PROVIDED ENTRIES:
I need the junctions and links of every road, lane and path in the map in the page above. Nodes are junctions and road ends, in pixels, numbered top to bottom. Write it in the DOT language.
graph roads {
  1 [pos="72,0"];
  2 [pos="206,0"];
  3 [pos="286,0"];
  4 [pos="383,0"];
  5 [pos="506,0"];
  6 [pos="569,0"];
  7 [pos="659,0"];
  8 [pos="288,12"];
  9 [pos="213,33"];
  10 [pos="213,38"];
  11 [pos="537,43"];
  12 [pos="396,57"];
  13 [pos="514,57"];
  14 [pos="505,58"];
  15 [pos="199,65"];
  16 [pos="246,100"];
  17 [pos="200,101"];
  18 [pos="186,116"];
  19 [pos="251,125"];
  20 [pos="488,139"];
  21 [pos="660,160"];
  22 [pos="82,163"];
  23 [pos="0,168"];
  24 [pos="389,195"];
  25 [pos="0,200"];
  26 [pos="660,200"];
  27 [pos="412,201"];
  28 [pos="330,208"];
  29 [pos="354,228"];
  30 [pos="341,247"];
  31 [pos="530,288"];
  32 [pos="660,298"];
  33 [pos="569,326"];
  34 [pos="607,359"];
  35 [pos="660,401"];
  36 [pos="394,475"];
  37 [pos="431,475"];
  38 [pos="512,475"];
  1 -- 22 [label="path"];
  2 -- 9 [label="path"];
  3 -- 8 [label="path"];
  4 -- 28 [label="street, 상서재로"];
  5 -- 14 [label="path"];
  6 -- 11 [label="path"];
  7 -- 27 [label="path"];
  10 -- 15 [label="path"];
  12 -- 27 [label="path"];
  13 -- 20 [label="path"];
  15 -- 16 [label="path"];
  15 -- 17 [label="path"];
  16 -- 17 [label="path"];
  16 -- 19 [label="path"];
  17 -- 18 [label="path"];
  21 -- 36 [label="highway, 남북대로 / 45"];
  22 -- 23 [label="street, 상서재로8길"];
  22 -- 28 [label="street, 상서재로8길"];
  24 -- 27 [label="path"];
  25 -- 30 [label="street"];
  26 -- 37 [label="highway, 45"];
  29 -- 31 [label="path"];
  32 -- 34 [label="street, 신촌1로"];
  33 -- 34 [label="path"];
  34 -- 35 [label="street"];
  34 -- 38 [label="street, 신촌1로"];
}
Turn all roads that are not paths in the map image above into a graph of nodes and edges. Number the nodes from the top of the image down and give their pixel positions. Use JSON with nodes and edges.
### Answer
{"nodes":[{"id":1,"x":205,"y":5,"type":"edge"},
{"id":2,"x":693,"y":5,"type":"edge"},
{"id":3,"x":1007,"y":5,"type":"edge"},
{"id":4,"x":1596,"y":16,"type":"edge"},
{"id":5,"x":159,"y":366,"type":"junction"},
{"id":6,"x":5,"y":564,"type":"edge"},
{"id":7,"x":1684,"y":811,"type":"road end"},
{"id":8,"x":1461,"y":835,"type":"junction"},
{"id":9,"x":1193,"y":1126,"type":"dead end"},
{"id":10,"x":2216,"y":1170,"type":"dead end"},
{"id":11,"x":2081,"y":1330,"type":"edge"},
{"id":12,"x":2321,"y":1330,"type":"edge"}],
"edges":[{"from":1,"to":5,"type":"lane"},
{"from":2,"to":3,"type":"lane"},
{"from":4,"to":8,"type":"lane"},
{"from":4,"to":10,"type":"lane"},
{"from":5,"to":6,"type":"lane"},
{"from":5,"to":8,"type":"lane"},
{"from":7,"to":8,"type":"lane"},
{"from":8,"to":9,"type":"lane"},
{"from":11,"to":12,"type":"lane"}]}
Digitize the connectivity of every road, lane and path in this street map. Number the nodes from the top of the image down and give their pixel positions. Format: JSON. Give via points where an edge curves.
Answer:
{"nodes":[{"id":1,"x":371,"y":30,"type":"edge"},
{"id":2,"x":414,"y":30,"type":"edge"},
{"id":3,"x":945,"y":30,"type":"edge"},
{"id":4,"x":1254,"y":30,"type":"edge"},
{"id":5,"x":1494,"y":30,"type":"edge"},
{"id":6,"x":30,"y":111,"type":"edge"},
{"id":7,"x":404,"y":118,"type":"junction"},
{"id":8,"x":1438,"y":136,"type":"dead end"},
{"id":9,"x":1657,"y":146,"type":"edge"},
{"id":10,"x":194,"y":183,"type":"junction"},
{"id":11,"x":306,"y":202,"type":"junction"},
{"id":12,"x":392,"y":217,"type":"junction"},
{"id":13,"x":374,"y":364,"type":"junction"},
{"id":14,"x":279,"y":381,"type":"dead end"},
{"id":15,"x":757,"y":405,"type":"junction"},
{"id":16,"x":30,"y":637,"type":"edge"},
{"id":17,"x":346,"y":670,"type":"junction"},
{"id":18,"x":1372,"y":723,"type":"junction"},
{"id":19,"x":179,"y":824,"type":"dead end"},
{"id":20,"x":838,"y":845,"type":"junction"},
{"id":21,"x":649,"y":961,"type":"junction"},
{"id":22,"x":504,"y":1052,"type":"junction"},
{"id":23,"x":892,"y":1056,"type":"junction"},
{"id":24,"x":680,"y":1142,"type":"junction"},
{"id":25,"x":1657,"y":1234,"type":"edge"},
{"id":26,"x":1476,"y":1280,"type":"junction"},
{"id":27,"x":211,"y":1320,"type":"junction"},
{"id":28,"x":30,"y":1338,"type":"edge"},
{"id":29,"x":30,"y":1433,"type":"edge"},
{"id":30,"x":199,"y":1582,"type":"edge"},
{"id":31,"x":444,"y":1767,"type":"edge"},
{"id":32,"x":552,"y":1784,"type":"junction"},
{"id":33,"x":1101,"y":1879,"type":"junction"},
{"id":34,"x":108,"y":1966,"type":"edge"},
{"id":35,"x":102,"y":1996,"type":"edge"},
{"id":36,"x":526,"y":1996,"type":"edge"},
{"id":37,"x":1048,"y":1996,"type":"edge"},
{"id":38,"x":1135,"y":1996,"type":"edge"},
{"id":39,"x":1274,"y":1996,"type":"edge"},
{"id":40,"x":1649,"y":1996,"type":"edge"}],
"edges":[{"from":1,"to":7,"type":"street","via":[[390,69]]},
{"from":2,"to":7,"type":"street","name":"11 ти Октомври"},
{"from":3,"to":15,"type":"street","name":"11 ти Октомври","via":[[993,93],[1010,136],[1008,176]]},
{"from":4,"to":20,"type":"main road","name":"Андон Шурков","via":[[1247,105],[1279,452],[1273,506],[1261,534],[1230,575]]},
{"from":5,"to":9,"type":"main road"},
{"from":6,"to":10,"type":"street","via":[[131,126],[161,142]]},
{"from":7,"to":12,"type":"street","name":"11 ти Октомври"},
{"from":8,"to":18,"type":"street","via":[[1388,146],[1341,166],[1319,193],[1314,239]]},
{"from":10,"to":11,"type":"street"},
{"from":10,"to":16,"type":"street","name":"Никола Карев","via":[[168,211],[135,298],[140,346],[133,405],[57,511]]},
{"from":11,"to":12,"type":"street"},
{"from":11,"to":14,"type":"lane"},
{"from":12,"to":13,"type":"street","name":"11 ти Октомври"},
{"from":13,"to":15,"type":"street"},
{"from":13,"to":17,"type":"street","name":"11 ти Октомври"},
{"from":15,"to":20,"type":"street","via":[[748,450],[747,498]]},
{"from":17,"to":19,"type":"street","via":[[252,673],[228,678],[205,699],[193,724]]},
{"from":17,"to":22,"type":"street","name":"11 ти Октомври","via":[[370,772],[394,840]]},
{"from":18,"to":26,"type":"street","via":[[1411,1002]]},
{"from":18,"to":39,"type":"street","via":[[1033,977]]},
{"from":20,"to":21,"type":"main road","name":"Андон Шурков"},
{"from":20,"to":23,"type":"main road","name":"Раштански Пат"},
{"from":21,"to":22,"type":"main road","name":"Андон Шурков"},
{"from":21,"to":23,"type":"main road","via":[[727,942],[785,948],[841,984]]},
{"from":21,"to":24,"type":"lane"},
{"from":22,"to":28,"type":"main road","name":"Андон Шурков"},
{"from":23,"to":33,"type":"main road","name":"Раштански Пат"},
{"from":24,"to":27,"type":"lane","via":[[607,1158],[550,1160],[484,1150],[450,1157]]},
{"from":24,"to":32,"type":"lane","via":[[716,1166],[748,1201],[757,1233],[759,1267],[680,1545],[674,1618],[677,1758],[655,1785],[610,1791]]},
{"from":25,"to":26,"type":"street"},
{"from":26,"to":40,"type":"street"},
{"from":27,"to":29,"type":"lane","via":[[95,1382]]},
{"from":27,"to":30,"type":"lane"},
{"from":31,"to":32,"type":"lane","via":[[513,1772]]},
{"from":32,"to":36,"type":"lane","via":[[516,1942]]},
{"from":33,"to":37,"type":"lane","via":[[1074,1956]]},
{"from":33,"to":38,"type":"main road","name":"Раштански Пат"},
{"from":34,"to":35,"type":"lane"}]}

ASSIGNMENT:
Tally the lines of the records that contain the word "Октомври" and state the total alone.

REPLY:
6